More importantly, its R&D spending has ramped up to two billion Swiss francs ($2.08 billion) per year, equivalent to 2% of sales. This is a high level for the food sector, and has allowed Nestlé to expand or enter new markets with the launch of vegan KitKats, plant-based tuna, and plant-based coffee creamer.
It is interesting to note that consumers have been having their cake, eating it, and then following it up with some healthy food, too. Nestle’s confectionery sales outpaced the company average with organic growth of 10.5% in the first quarter of 2022. Meanwhile, the company also added more than $830 million in sales of vegetarian and plant-based foods in 2021, with double-digit growth in the category.
Investing in Nestle
Morningstar described Nestle this way: “Nestle is not immune to inflationary pressures, but wide
moat supports best-in-class performance.” I believe it is the class company in the food sector.
At about 18 times earnings, Nestle’s shares are actually cheaper than Procter & Gamble (PG) with a p/e of 25 times, and PepsiCo (PEP) with a p/e of 23 times.

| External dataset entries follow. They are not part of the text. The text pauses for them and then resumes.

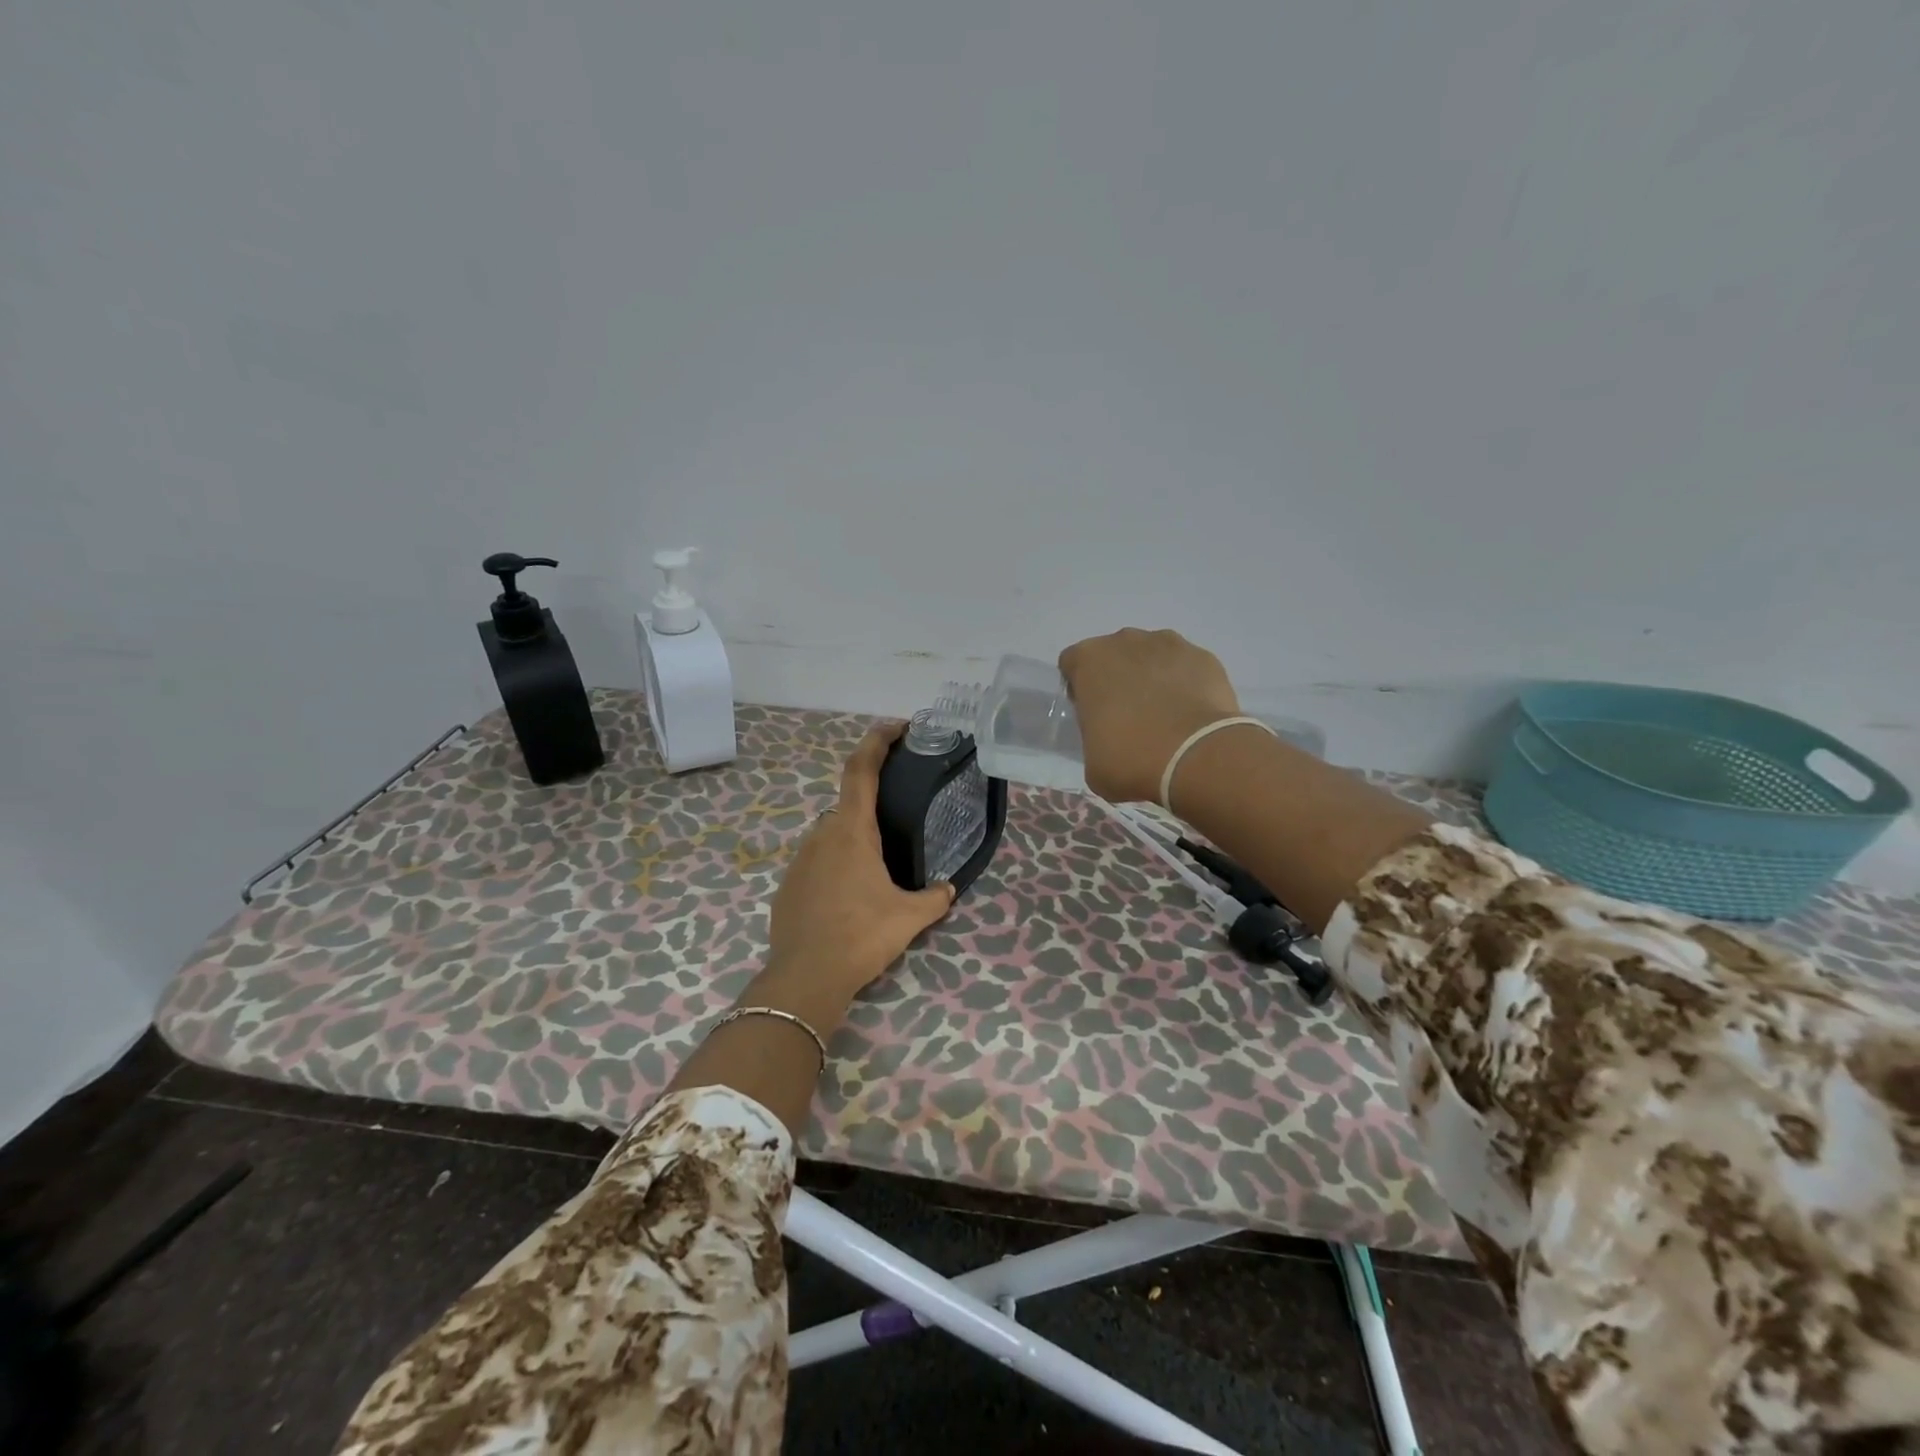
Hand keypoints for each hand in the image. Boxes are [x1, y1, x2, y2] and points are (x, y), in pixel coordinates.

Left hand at [767, 721, 956, 999]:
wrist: (805, 977)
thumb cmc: (861, 935)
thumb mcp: (909, 917)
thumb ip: (934, 898)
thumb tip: (948, 890)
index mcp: (852, 831)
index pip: (862, 770)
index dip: (877, 741)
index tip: (897, 728)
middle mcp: (822, 834)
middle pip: (850, 805)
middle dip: (874, 807)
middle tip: (900, 823)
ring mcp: (800, 858)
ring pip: (834, 836)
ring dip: (856, 841)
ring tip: (879, 870)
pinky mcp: (789, 883)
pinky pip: (819, 861)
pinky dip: (837, 866)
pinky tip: (851, 897)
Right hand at [1058, 629, 1241, 802]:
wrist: (1195, 757)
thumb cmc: (1130, 759)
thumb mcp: (1092, 761)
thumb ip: (1094, 736)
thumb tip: (1111, 739)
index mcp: (1089, 660)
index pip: (1073, 664)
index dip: (1081, 689)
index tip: (1092, 714)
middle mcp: (1125, 641)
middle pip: (1114, 654)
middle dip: (1118, 678)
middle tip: (1128, 716)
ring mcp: (1169, 644)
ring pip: (1152, 656)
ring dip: (1153, 677)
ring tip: (1165, 716)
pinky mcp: (1204, 657)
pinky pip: (1186, 667)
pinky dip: (1186, 684)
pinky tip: (1191, 715)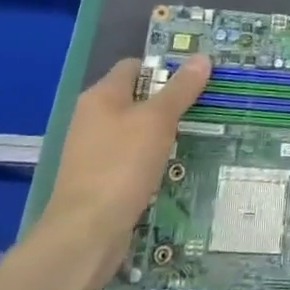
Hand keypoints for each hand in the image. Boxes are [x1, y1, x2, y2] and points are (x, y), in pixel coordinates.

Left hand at [46, 55, 210, 251]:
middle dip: (167, 102)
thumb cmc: (122, 165)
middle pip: (135, 97)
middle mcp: (91, 118)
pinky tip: (170, 167)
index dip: (164, 68)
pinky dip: (149, 158)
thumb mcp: (158, 121)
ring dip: (160, 133)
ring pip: (134, 130)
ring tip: (194, 136)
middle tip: (203, 107)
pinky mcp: (97, 179)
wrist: (86, 232)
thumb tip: (202, 57)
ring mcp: (92, 150)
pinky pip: (129, 157)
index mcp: (100, 96)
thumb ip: (180, 89)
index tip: (195, 80)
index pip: (134, 66)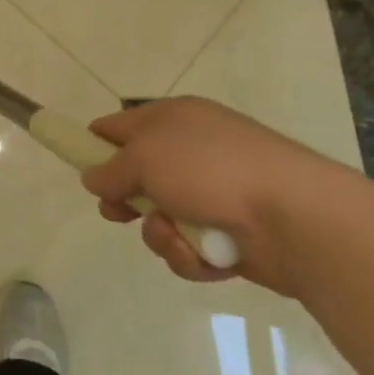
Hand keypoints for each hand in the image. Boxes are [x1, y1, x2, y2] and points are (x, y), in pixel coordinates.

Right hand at [83, 96, 357, 296]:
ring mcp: (211, 195)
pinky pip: (187, 247)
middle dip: (124, 200)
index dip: (95, 143)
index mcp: (173, 119)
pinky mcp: (227, 236)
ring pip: (158, 218)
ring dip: (160, 233)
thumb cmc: (211, 169)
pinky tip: (205, 255)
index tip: (79, 166)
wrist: (294, 217)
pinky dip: (190, 255)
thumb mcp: (144, 156)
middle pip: (136, 177)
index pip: (120, 125)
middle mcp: (190, 153)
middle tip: (117, 213)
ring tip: (176, 235)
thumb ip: (110, 169)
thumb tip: (93, 178)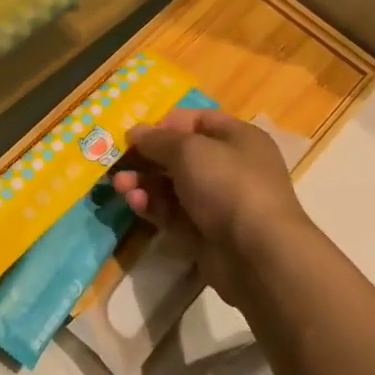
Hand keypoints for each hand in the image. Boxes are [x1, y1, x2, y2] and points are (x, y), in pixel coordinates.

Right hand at [111, 110, 312, 303]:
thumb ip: (157, 139)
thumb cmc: (228, 184)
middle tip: (117, 160)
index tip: (137, 132)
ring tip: (119, 184)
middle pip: (180, 155)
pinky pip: (172, 213)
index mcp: (237, 139)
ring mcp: (217, 202)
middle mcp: (229, 167)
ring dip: (144, 182)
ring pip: (172, 186)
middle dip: (147, 157)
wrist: (257, 253)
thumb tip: (136, 132)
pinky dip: (152, 206)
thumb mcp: (189, 149)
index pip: (198, 120)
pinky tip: (134, 202)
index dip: (166, 123)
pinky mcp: (204, 232)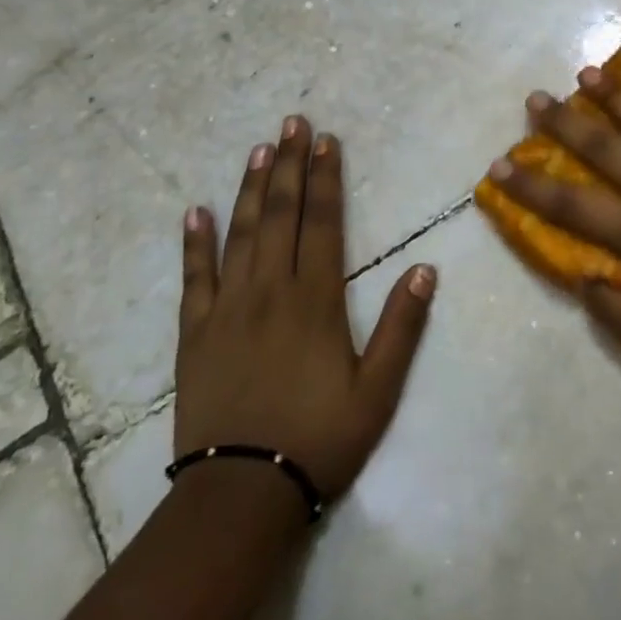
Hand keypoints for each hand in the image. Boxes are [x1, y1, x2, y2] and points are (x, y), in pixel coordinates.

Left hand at [175, 117, 434, 500]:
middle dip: (289, 165)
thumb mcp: (378, 390)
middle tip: (291, 123)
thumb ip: (401, 326)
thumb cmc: (318, 440)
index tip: (325, 140)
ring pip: (240, 234)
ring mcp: (228, 309)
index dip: (326, 178)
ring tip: (258, 150)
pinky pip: (194, 278)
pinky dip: (195, 242)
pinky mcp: (195, 334)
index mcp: (315, 299)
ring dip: (251, 188)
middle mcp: (270, 290)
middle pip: (281, 214)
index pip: (323, 222)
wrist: (240, 497)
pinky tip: (194, 211)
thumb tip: (426, 268)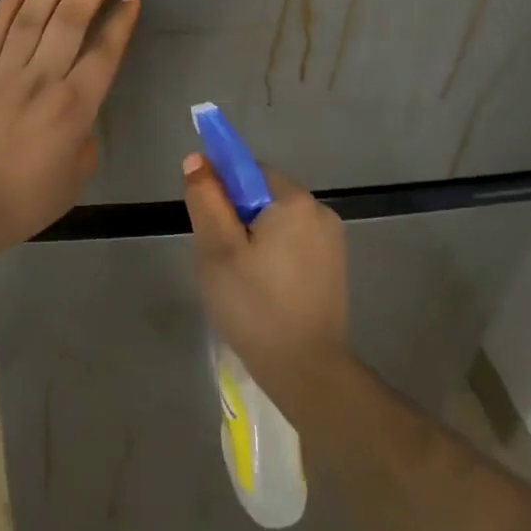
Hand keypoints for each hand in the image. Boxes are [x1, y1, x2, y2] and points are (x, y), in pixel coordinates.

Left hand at [0, 0, 139, 257]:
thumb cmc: (24, 202)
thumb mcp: (74, 180)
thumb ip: (84, 141)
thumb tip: (79, 119)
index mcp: (74, 106)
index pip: (104, 52)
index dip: (120, 22)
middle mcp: (42, 78)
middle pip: (71, 20)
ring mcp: (4, 72)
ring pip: (32, 16)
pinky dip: (6, 6)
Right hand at [183, 155, 349, 406]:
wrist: (306, 371)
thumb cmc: (254, 305)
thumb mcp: (217, 249)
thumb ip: (206, 199)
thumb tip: (198, 159)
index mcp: (294, 201)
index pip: (248, 170)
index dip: (221, 189)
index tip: (206, 221)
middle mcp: (320, 212)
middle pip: (263, 196)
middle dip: (235, 218)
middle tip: (218, 257)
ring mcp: (331, 243)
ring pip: (276, 223)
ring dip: (252, 239)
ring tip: (237, 278)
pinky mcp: (333, 269)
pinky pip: (292, 245)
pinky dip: (272, 256)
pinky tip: (261, 289)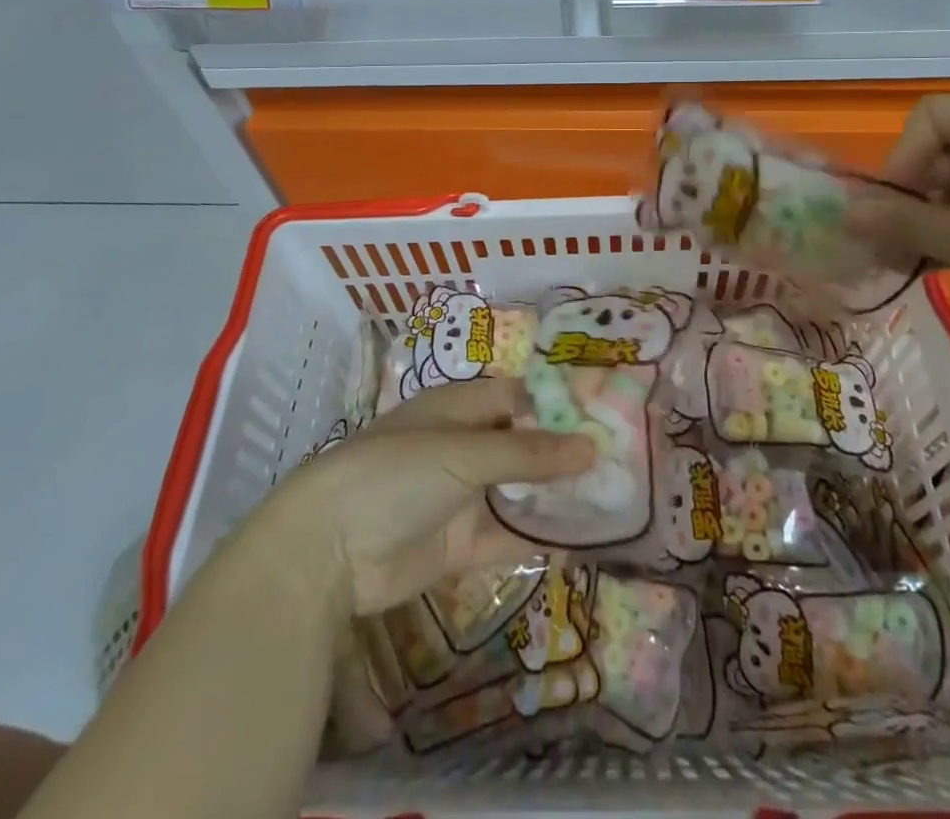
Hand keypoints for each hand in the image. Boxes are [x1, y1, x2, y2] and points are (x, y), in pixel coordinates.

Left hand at [251, 379, 594, 616]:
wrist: (326, 552)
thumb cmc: (394, 475)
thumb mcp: (463, 453)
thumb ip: (528, 454)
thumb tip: (592, 446)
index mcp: (457, 408)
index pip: (517, 396)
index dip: (557, 403)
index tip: (605, 412)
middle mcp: (462, 446)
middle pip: (522, 444)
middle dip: (563, 452)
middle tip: (622, 457)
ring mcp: (461, 497)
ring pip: (520, 491)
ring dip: (557, 495)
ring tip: (614, 496)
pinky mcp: (459, 545)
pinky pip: (508, 537)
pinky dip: (540, 538)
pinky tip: (583, 541)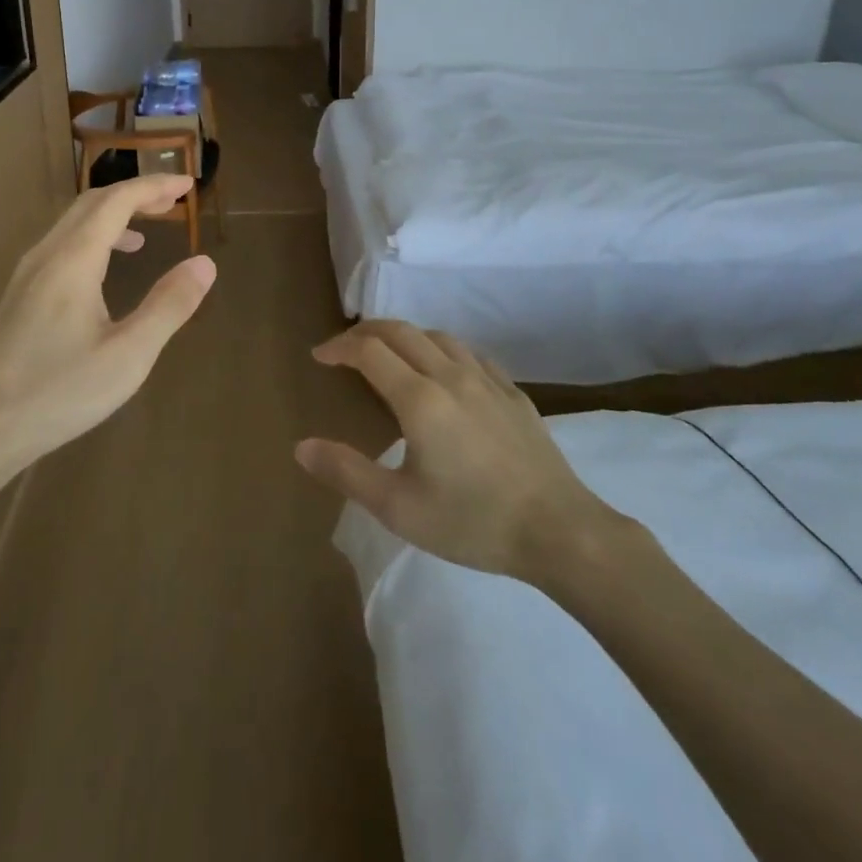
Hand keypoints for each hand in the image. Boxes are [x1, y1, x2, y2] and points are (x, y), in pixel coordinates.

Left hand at [0, 175, 215, 468]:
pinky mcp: (18, 295)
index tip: (188, 185)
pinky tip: (104, 269)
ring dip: (112, 214)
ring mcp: (26, 274)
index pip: (117, 200)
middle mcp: (46, 255)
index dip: (154, 186)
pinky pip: (60, 245)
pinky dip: (92, 237)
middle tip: (174, 200)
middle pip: (92, 203)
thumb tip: (204, 264)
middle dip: (135, 193)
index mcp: (72, 260)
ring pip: (72, 223)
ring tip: (147, 229)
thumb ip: (169, 305)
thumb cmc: (60, 393)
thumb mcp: (129, 355)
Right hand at [298, 321, 631, 581]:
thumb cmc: (471, 522)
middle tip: (344, 349)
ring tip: (389, 354)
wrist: (559, 531)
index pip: (369, 350)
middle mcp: (450, 375)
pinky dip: (442, 349)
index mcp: (419, 398)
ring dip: (404, 335)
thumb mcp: (398, 507)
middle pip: (401, 331)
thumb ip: (346, 472)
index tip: (319, 357)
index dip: (339, 347)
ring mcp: (487, 380)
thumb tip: (301, 446)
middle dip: (366, 332)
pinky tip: (445, 371)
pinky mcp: (513, 392)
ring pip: (437, 336)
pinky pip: (470, 353)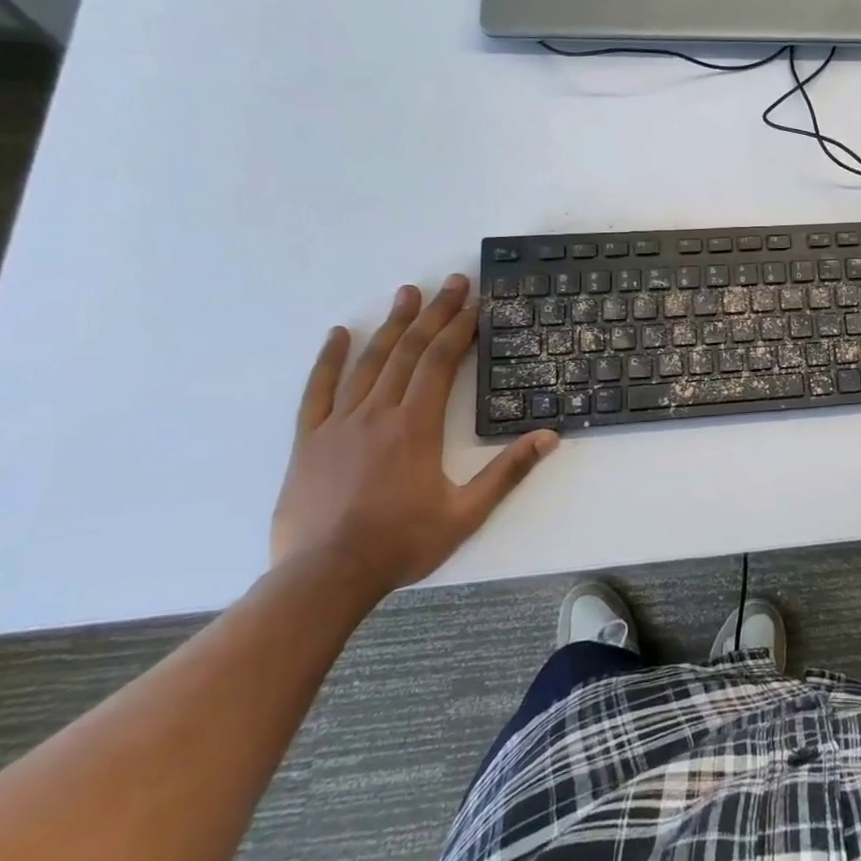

Yet, the company has performed better than its peers.
Nestle’s consistent mid-single-digit growth has meant the company has been able to quietly raise its dividends for the last 26 consecutive years, making it a so-called “Dividend Aristocrat,” even though it’s not a U.S. firm. And this impressive track record shows no sign of stopping.
Through a combination of dividends and share buybacks, Nestle has been able to distribute 185 billion Swiss francs ($192.37 billion) to shareholders between 2007 and 2021. This pattern of predictable returns led to the stock being crowned the “king of the bond proxies” by European analysts at Barclays Capital.
Nestle has the financial firepower to deliver another $10.4 billion of planned buybacks in 2022 to support its shares. If it needs more financial ammunition, it does have the 20% it still owns in cosmetics giant L’Oreal (LRLCY). The company has been selling off chunks of it over the past five years.
Bottom line, Nestle is hard to beat as a defensive stock holding. If the market keeps on its path in 2022, demand for Nestle’s shares will increase as investors’ stagflation fears deepen in the months ahead.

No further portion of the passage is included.